Last year, when there was a storm like this, I was on a little weekend mini-tour with Tim Williams (it was just myself, him, and Matt Welsh of Phonograph playing as a trio).  We played in Philly and Washington D.C., and we were staying with his parents in Annapolis, Maryland.  Fortunately, we got the shows done before the weather rendered us immobile, but I was under pressure to get back to New York for a rehearsal with the lovely Allison Pierce, who was debuting her solo project.  It made her and I uneasy that I could not make the last rehearsal the day before the show, but, like the French say, “Qu’est-ce q’on dit, quoi?”.  We were stuck.  I had to let it go.  So.  We made the best of it.

Tim’s parents live right near the water in Annapolis…donc, we schlepped out the sleds and decked out in the finest winter gear, which good east-coast parents always seem to have barrels of, and had Tim’s mom drive us to where the road ended, and the long, winding, unpaved stretch of what might have been a driveway lead straight to the water’s edge.  Matt, being most uninhibited of the bunch, went for it first.  As I watched him speed down the hill, quite masterfully maneuvering the sophisticated sled, I caught a glimpse of him as a child and it at once made me laugh and well up with emotion.  Maybe I saw something lost.  Or maybe I saw that what one thinks is lost is never too far from revival, weather permitting.  Anyhow…I went next.  Cautiously.  Always.  And then Tim.  Maybe the one with the most sledding experience, but somehow even more cautious than I.  He’s been through a lot.  We’ll allow it.  A few tumbles and a few snow-ball fights, and many laughing fits later, we made it down to the water.  It was amazing.  Grey.  White.  Silence.  Water.  Snow.  Falling.  Drifting.  Lingering.  Sobering.  Awe-inspiring.  We went from being kids, to being students of nature’s rendering-reverential power.  We didn’t speak for a very long time as we passed an semi-immersed playground and walked along a dock that stretched out into the water.  We stood for so long there.  Just watching.  Listening.  To silence.  Soon the children in us came back and we started breaking huge chunks of ice off the dock and hurling them into the water.  Competing for who could throw the biggest piece the furthest.  Matt won.
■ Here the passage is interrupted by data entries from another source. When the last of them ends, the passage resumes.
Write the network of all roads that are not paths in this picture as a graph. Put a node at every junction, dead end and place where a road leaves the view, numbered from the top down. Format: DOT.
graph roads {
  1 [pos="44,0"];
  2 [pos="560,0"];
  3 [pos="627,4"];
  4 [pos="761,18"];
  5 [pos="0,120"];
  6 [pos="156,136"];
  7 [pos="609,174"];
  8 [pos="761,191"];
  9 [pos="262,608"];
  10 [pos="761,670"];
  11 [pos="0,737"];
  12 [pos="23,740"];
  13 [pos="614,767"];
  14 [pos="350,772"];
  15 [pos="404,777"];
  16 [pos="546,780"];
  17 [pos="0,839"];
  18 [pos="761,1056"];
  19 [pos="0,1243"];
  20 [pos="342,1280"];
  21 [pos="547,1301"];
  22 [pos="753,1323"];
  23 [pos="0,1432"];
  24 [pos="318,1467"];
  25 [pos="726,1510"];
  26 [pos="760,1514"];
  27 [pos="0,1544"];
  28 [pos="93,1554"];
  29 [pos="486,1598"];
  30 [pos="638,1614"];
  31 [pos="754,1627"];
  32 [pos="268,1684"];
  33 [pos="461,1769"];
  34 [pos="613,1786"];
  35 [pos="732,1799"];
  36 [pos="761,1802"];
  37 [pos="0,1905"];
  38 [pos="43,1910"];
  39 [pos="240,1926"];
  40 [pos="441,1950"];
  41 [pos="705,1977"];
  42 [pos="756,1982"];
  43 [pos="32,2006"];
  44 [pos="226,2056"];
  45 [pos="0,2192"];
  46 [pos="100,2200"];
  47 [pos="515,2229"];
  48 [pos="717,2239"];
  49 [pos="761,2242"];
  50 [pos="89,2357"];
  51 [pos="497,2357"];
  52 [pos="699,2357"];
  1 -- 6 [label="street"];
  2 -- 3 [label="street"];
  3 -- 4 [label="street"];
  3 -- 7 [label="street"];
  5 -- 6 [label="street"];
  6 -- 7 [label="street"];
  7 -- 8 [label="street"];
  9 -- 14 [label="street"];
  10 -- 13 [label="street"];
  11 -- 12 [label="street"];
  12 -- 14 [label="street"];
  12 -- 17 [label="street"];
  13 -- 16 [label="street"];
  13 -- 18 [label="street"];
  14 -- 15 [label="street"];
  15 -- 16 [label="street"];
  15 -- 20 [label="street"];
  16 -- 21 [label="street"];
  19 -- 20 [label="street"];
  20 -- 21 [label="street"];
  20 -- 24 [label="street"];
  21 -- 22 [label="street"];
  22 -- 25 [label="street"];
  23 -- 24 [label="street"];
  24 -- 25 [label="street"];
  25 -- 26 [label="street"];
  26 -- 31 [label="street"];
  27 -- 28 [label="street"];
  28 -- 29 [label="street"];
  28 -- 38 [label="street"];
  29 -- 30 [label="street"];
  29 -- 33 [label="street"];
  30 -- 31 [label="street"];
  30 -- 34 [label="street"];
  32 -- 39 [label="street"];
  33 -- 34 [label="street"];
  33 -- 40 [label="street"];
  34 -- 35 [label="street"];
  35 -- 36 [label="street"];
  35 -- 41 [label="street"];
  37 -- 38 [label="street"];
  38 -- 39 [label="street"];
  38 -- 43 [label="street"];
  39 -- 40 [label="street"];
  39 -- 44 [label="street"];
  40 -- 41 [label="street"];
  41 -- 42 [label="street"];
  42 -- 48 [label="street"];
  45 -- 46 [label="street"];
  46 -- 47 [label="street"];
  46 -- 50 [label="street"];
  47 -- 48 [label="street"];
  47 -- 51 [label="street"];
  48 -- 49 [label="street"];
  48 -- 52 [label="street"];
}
The hike back up the hill was…oof…in so many clothes…in thickening snow…and laughing so hard I could barely keep from falling.  Matt makes me laugh.  Tim makes me laugh.  The absurdity and exhilaration of this whole experience was hilarious to me.  I had never been this happy as a child.  I felt incredibly lucky to be feeling it, at all.

We survived the trek back to Tim’s house and rewarded the accomplishment with hot cocoa. Classic.  After which I stole off with Tim’s ukelele to a windowed-nook in the room where I was sleeping and wrote “Snowed In”.  The little ditty actually made it onto my new recording coming out March 30.  (PLUG!)

I loved that I was allowed to have that day.  To have it in real time, and as a memory.  I loved that I was able to allow myself to take it all in…from the cold of the snow, to the sound of silence, to the burning in my legs from climbing, and the ache in my stomach from laughing, and the taste of cocoa, and the bubbling childish joy, and the people I was so happy to be sharing it with.  It was church.  A sabbath.  It was holy

This year, I’m alone on my snow day.  Locked in my apartment.  Snow storms are very different in the city than out there where the real world happens.  Snow turns to slush fast under the car wheels and feet and heat from the subway grates.  It’s difficult to walk and it’s ugly and inconvenient.  So, I’m glad I have a better memory of east-coast snow to write home to New Mexico about than this silly mess that’s happening outside.  But I’m also glad the dirty city snow bestowed a plot of time for me to sit down and write about a better day than today.